Show that for two subspaces $S,T$ of a vector space $V$, $S+T$ is direct iff $A,B$ are disjoint for all bases $A$ of $S$ and $B$ of $T$.
I am not so familiar with direct sums but all I know that $S+T$ is direct iff $S \cap T =${$0$}.Can this fact be used in this?
Yes, knowing that fact(definition) is enough, at least for this question.
(1) Assume that $S\cap T\neq\{0\}$. Take a basis $\gamma$ of $S\cap T$. We can extend it to a basis$^{[1]}$ $\alpha$ of $S$ and $\beta$ of $T$, resp. Then, $\alpha\cup\beta$ is a basis of $S+T^{[2]}$. (so we constructed $A,B$ : bases of $S,T$, resp. s.t. $A\cap B\neq\emptyset$)

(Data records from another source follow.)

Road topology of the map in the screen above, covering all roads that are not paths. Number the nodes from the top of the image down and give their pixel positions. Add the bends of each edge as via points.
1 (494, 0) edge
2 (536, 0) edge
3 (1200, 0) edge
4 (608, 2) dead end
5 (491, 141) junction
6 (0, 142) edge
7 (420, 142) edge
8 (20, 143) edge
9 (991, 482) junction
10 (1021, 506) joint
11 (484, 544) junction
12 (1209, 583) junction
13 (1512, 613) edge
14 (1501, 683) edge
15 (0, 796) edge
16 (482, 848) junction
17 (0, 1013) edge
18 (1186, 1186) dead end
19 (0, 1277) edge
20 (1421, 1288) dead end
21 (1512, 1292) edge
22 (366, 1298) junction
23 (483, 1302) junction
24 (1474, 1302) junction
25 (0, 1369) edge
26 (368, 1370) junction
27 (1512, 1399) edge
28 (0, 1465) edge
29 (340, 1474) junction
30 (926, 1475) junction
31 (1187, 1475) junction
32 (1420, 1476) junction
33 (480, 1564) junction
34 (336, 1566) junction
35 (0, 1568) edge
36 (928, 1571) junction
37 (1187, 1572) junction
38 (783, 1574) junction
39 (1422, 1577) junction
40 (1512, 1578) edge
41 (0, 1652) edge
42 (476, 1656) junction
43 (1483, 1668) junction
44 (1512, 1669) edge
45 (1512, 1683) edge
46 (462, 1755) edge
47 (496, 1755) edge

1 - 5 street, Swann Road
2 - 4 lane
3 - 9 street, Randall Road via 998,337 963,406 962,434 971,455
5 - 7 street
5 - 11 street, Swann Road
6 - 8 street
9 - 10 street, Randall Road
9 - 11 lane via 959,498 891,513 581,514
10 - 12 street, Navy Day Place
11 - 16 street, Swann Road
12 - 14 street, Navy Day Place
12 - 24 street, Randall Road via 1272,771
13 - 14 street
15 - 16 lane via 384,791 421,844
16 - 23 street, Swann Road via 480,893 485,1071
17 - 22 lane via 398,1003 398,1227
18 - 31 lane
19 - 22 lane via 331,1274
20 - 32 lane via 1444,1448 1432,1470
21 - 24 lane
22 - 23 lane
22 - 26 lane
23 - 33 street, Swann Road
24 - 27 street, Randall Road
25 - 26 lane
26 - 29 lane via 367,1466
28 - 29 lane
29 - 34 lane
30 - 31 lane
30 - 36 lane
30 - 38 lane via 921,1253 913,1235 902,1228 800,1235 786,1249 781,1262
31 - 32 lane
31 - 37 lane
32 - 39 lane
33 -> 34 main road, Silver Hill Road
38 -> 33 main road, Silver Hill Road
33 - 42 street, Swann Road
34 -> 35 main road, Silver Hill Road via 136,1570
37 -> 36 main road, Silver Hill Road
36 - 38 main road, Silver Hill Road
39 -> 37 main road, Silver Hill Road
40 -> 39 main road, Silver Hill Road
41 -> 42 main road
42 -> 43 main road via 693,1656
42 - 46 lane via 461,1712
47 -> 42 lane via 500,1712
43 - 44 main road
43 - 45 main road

(2) Assume that $S\cap T=\{0\}$. Assume that $A,B$ are bases of $S,T$, resp, with $v\in A\cap B$. Then, it means $v\in S\cap T$.
*[1] : you can show by an argument similar with showing existence of basis(using Zorn's lemma)
*[2] : It spans $S+T$ since $S+T=\{s+t|s\in S,t\in T\}$ and we can express such $s,t$ using $\alpha,\beta$. $\alpha\cup\beta$ is linearly independent for the following reason.
Assume we have $c_1\alpha_1+...+c_m\alpha_m+d_1\beta_1+...d_n\beta_n=0$, where $\alpha_1,...\alpha_m\in\alpha\setminus\beta$ and $\beta_1,...,\beta_n\in\beta$. $c_1\alpha_1+...c_m\alpha_m=-d_1\beta_1-...d_n\beta_n\in S\cap T$ so $c_1\alpha_1+...c_m\alpha_m$ is expressible using $\alpha\cap\beta$ and is uniquely expressible using $\alpha$, thus $c_1=...c_m=0$. Now remember that $\beta$ is a basis of $T$.